RAW DATA
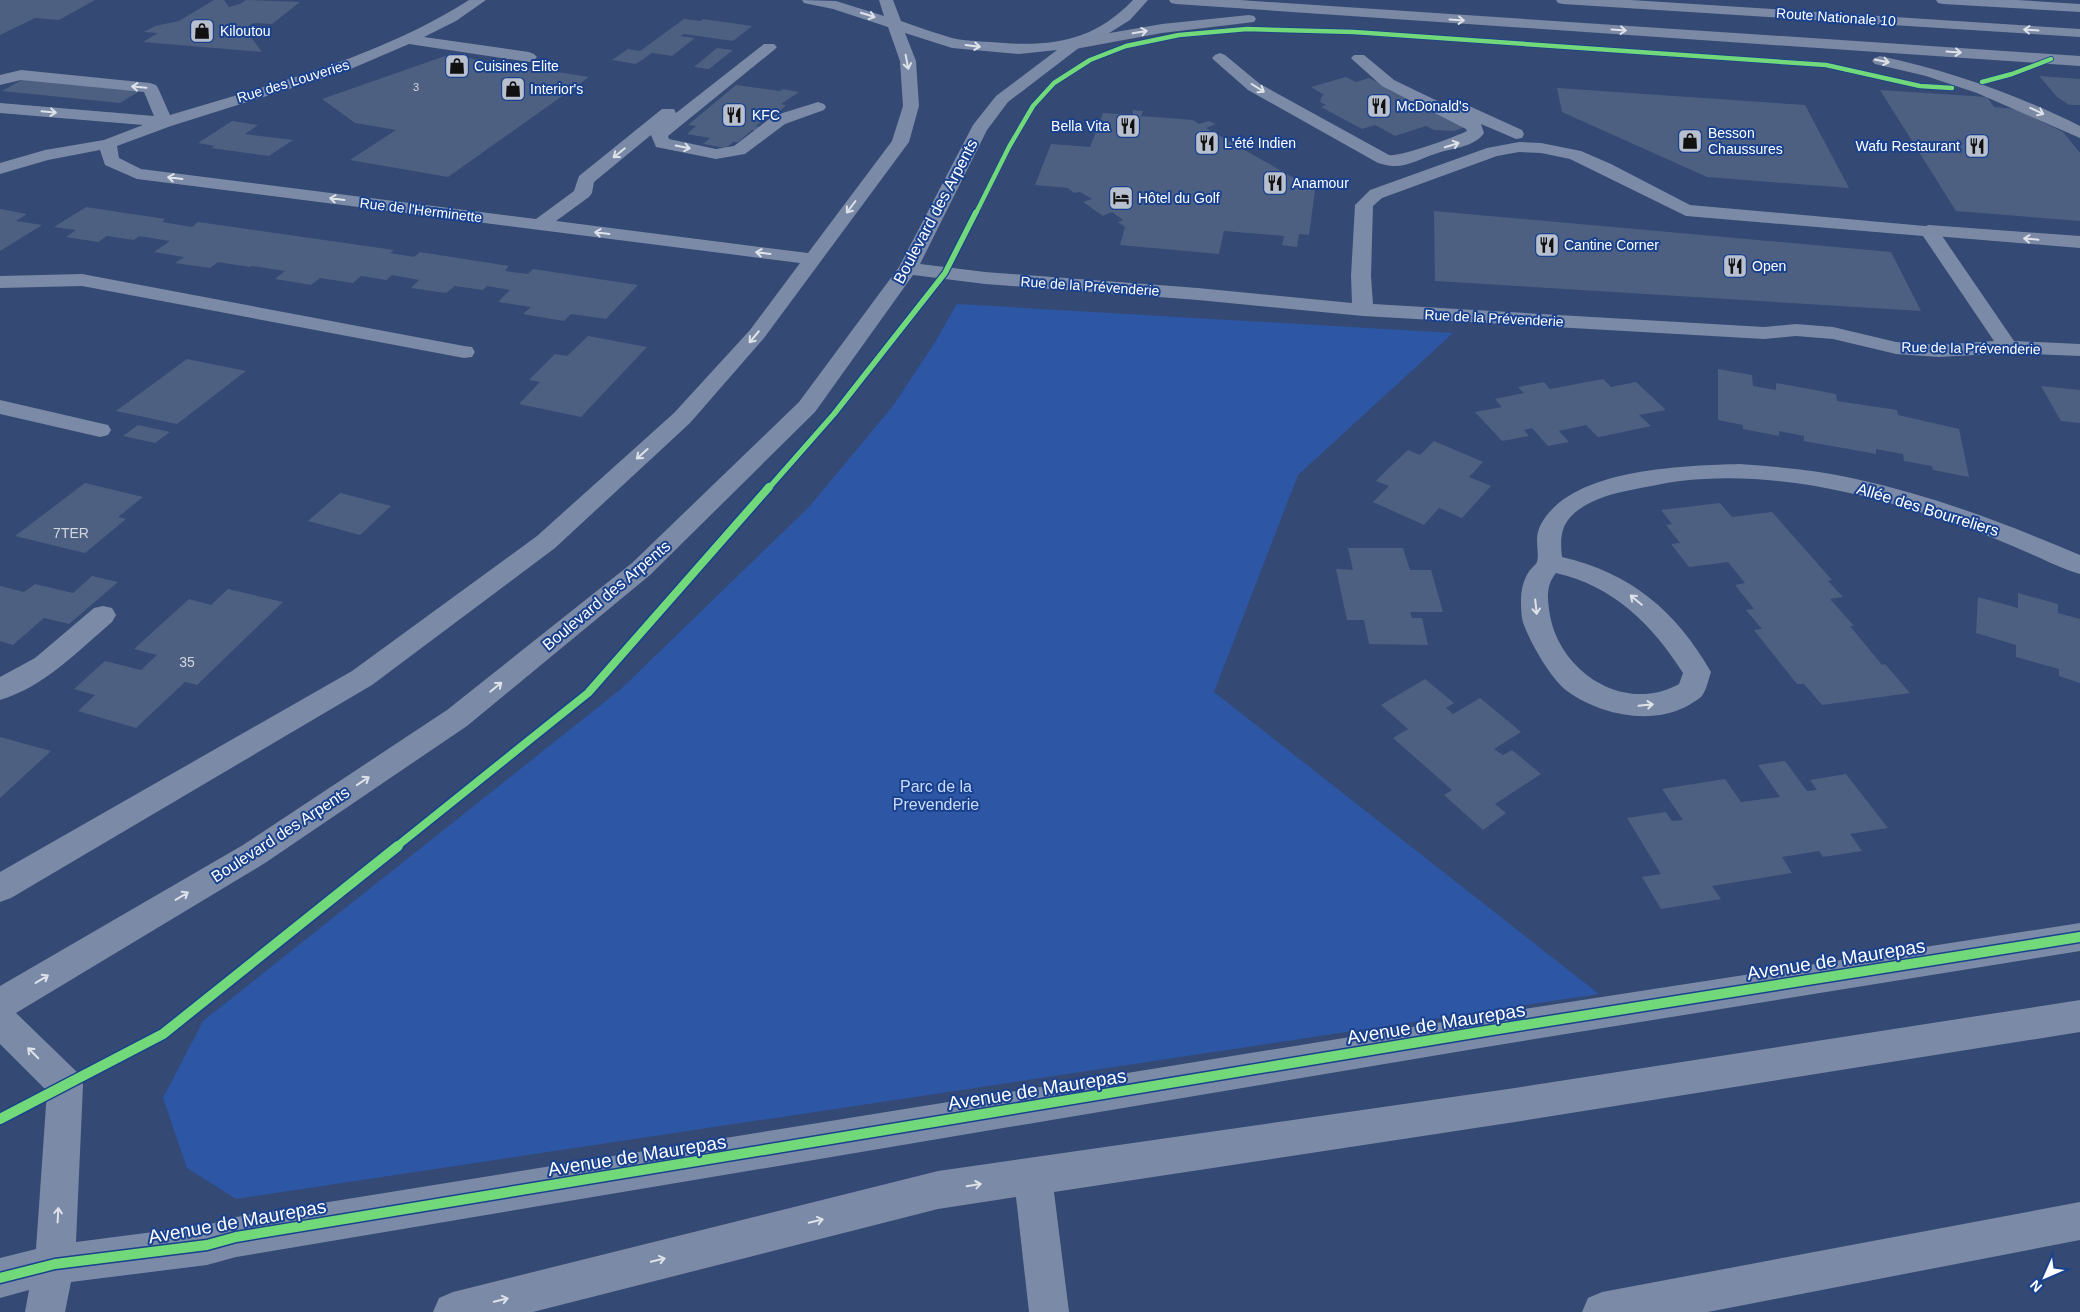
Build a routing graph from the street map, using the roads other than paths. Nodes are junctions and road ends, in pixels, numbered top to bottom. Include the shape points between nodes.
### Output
1 (479, 0) edge
2 (809, 0) edge
3 (886, 0) edge
4 (1141, 0) edge
5 (1176, 0) edge
6 (1563, 0) edge
7 (1712, 0) edge
8 (1943, 0) edge
9 (440, 5) dead end
10 (2080, 8) edge
11 (1796, 14) junction
12 (1408, 16) junction
13 (893, 23) junction
14 (2080, 33) edge
15 (413, 36) junction
16 (1766, 40) junction
17 (1075, 44) junction
18 (529, 57) dead end
19 (1220, 58) dead end
20 (2080, 61) edge
21 (0, 80) edge
22 (818, 107) dead end
23 (0, 108) edge
24 (165, 122) junction
25 (1337, 132) junction
26 (2080, 133) edge
27 (1516, 134) dead end
28 (108, 144) junction
29 (1431, 149) junction
30 (0, 169) edge
31 (539, 225) junction
32 (1929, 230) junction
33 (2080, 242) edge
34 (811, 259) junction
35 (908, 268) junction
36 (0, 282) edge
37 (1363, 310) junction
38 (2008, 347) junction
39 (2080, 350) edge
40 (464, 352) dead end
41 (0, 407) edge
42 (100, 430) dead end
43 (1550, 562) junction
44 (2080, 565) edge
45 (103, 615) dead end
46 (0, 690) edge
47 (0, 888) edge
48 (2080, 937) edge
49 (0, 1004) edge
50 (2080, 1016) edge
51 (0, 1020) edge
52 (1033, 1176) junction
53 (2080, 1221) edge
54 (55, 1264) junction
55 (0, 1278) edge
56 (46, 1312) edge
57 (453, 1312) edge
58 (1049, 1312) edge
59 (1602, 1312) edge

1 - 15 street, Rue des Louveries
2 -> 13 street
3 - 13 street
4 - 17 street via 1126,17
5 - 12 main road
6 - 11 main road, Route Nationale 10
7 - 11 main road via 1755,3
8 - 10 street
9 - 15 street, Rue des Louveries via 439,10
14 -> 11 main road, Route Nationale 10
12 -> 16 main road
17 -> 12 main road via 1209,22 1273,18 1382,23
13 -> 17 street via 952,44 1019,49
13 -> 34 street via 908,61 911,106 900,142
15 - 18 street
15 - 24 street, Rue des Louveries via 340,68
16 -> 20 main road
16 -> 26 main road via 1808,52 1889,62 1971,84 2013,100
17 - 35 street, Boulevard des Arpents via 1002,100 979,129
19 -> 25 street via 1254,87
24 -> 21 street via 150,88 21,76
22 - 31 street via 778,120 739,150 716,154 662,143 659,134 761,46 585,180 583,193
23 -> 24 street
24 - 28 street
25 - 29 street
25 - 29 street via 1389,160 1399,161
29 -> 27 street via 1457,143 1474,135 1476,130 1474,126 1388,83 1359,58
28 - 30 street
31 -> 28 street, Rue de l'Herminette via 137,174 111,161
34 -> 31 street, Rue de l'Herminette
33 -> 32 main road
32 - 37 street via 1686,210 1574,155 1540,148 1504,148 1376,194 1364,205
32 - 38 street
34 -> 47 street via 757,334 682,418 546,542 362,678
35 - 37 street, Rue de la Prévenderie via 985,278
49 -> 35 street, Boulevard des Arpents via 254,854 457,718 641,569 807,407
36 - 40 street via 82,280
37 - 38 street, Rue de la Prévenderie via 1764,333 1796,330 1833,333 1896,348 1939,351
38 - 39 street, Rue de la Prévenderie
41 - 42 street
43 -> 43 street via 1538,578 1534,597 1537,624 1557,661 1576,682 1604,699 1638,706 1670,702 1691,690 1697,672 1655,615 1629,593 1598,578
43 - 44 street, Allée des Bourreliers via 1548,542 1552,526 1570,505 1595,490 1677,473 1736,471 1841,483 1893,494 2020,538
45 - 46 street via 45,665
48 - 54 street, Avenue de Maurepas via 1486,1031 236,1237 207,1245
50 - 52 street
54 -> 51 street via 65,1085
57 -> 52 street via 938,1190
52 - 58 street
53 - 59 street
54 - 55 street, Avenue de Maurepas
54 - 56 street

REQUIREMENT
Lines of the material in which the word "Nationale" occurs are to be copied out.

SOLVED EXERCISE
6 - 11 main road, Route Nationale 10
14 -> 11 main road, Route Nationale 10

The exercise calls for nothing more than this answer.